Even though this is now her second convention, Wyatt says she wasn’t involved in politics at all when she first came to the U.S. from Mexico in 1992. But later she started knocking on doors in Aurora for her husband’s mayoral campaign, trying to turn out Hispanic voters.

“They were all great and excited. … until they asked me if he was a Republican or a Democrat,” she recalls. “So when I say, ‘Oh, we’re Republican,’ all of the sudden like a wall came [up], like ‘Okay, I don’t want to talk to you,’ or their attitude changed.”

Since then, Wyatt has been trying to convince Hispanics the GOP tent is big enough for them, too. She’s now the Co-Chair of the Illinois Republican Party, and has held several other GOP posts in Kane County and statewide.

She concedes many Hispanics she talks to are worried about what they see as Republicans’ hard-line against illegal immigration. But she says President Obama had his chance to overhaul the immigration system, but instead, burned his political fuel during the health care fight.

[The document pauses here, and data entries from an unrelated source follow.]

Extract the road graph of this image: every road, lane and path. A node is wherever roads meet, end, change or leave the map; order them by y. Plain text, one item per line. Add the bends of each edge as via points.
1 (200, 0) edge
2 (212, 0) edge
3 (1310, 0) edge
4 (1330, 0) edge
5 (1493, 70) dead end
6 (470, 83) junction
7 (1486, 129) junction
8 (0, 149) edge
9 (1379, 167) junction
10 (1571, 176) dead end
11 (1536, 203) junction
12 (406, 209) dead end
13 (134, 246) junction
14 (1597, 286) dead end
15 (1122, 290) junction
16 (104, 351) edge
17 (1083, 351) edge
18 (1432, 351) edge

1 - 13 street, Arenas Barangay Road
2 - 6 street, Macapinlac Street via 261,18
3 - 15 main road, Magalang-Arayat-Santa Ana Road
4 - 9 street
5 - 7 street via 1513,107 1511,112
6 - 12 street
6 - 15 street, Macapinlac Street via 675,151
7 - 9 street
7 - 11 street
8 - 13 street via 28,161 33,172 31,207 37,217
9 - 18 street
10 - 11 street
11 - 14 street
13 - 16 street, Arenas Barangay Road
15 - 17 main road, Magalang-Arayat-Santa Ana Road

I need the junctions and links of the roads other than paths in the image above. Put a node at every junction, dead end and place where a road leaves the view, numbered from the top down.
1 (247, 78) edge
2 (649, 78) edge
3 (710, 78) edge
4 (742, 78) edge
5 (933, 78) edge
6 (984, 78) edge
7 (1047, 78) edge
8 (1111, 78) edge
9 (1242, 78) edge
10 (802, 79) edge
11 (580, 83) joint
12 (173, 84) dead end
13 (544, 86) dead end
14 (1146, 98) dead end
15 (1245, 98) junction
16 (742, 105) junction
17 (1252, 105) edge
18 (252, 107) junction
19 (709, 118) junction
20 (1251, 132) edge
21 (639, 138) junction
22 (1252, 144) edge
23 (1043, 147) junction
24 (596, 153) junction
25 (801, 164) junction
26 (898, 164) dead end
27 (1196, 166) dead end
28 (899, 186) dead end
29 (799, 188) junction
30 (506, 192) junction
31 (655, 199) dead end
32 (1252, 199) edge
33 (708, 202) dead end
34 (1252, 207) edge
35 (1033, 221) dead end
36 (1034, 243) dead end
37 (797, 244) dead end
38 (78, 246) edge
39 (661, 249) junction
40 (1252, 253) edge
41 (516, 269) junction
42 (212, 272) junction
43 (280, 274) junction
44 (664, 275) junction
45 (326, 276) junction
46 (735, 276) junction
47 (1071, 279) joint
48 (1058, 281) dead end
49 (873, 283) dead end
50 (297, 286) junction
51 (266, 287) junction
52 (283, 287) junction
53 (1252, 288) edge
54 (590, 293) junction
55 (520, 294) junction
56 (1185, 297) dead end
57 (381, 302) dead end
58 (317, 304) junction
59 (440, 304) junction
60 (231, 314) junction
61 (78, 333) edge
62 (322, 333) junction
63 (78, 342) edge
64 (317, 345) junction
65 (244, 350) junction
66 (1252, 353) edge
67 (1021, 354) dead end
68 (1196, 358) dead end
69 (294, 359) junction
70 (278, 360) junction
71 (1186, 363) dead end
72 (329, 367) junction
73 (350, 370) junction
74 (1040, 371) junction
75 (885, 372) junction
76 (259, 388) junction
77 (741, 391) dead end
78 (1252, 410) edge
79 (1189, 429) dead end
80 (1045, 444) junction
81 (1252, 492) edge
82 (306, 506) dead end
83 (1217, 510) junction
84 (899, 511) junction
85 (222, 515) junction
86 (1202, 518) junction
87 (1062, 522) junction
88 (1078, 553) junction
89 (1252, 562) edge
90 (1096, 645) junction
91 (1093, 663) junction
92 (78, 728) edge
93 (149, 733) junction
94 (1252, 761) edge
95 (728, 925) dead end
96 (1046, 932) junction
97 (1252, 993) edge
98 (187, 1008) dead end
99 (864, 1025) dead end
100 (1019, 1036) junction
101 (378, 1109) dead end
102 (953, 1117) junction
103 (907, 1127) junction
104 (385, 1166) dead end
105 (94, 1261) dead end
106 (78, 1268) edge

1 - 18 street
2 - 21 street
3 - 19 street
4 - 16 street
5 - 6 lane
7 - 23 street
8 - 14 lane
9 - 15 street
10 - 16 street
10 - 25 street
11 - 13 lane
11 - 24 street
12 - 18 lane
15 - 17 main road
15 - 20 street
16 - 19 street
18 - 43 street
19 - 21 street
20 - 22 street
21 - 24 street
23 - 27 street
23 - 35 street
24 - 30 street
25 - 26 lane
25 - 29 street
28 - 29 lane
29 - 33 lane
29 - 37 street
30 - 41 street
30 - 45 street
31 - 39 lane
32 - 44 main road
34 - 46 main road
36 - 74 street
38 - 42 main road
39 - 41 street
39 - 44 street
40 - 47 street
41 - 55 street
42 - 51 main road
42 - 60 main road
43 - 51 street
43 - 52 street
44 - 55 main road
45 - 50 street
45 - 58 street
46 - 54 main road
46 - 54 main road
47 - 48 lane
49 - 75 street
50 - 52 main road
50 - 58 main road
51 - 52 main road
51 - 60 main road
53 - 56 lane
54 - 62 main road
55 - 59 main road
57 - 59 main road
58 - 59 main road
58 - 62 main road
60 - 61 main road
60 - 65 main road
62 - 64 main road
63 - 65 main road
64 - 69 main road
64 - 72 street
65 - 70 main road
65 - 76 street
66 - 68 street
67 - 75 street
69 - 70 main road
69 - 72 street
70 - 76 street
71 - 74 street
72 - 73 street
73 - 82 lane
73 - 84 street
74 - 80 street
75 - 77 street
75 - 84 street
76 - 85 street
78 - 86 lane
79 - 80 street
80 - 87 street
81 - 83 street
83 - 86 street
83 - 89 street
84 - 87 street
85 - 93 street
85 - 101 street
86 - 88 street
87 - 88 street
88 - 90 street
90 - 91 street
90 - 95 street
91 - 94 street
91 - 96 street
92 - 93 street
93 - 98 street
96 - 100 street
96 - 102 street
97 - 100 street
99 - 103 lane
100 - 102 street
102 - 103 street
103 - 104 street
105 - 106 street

“He promised the world to Hispanics when he got elected, and he has done nothing. I mean, zero!”

She says immigration is important to Hispanic voters, though not as much as jobs and the economy. Several recent polls show, among Hispanics, immigration has taken a back seat to other issues, such as education and fixing the economy.

But for Wyatt, it seems to be as much about the process as policies.

She starts to tear up when I ask her why it’s so important that she goes to the Republican convention.

“We’ve got people dying across the world, just for, um - [to] keep democracies,” Wyatt said. “And we just stay home?”

Gabriela Wyatt says her larger goal is simply to get Hispanics to vote this November, whether for a Republican or a Democrat.